# XNA Zelda game...



## Costello (Aug 28, 2008)

I'm making an action-adventure game.

For now, I'm using graphics from Zelda, but eventually my intention is to have original graphics and to publish the game on the XNA Community.
That would mean my homebrew can be downloaded from any 360 console connected to Xbox Live - yes, that means I'd be getting money because homebrew games aren't free on the XNA community platform. That feature (XNA community games) will be appearing in the next 360 dashboard update.

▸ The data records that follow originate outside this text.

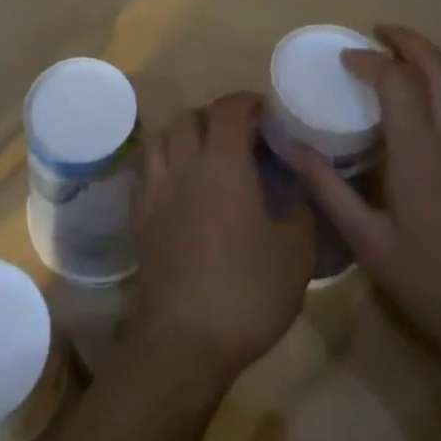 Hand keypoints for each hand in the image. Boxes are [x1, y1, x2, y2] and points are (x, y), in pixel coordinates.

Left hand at [130, 91, 315, 386]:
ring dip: (185, 136)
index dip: (247, 103)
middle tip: (240, 138)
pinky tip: (181, 187)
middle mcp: (184, 164)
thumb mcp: (296, 255)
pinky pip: (149, 170)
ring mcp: (156, 188)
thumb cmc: (246, 290)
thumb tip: (296, 192)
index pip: (228, 110)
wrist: (184, 337)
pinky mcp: (140, 215)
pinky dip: (166, 164)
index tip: (266, 114)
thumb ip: (300, 213)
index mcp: (223, 163)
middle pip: (191, 117)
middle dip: (216, 117)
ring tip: (207, 155)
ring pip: (163, 137)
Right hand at [286, 26, 440, 381]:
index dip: (370, 61)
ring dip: (440, 61)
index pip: (398, 82)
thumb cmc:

Here's a video of the game in action!
-> http://gbatemp.net/up/2882008_13_0.avi

sorry for the lame quality, it was recorded with camstudio...







Post your thoughts!


----------



## arctic_flame (Aug 28, 2008)

That's a good engine you've got, however, the blue text box just seems the wrong colour... maybe it's the shadow effect. Maybe an old-fashioned border would fit more with the style.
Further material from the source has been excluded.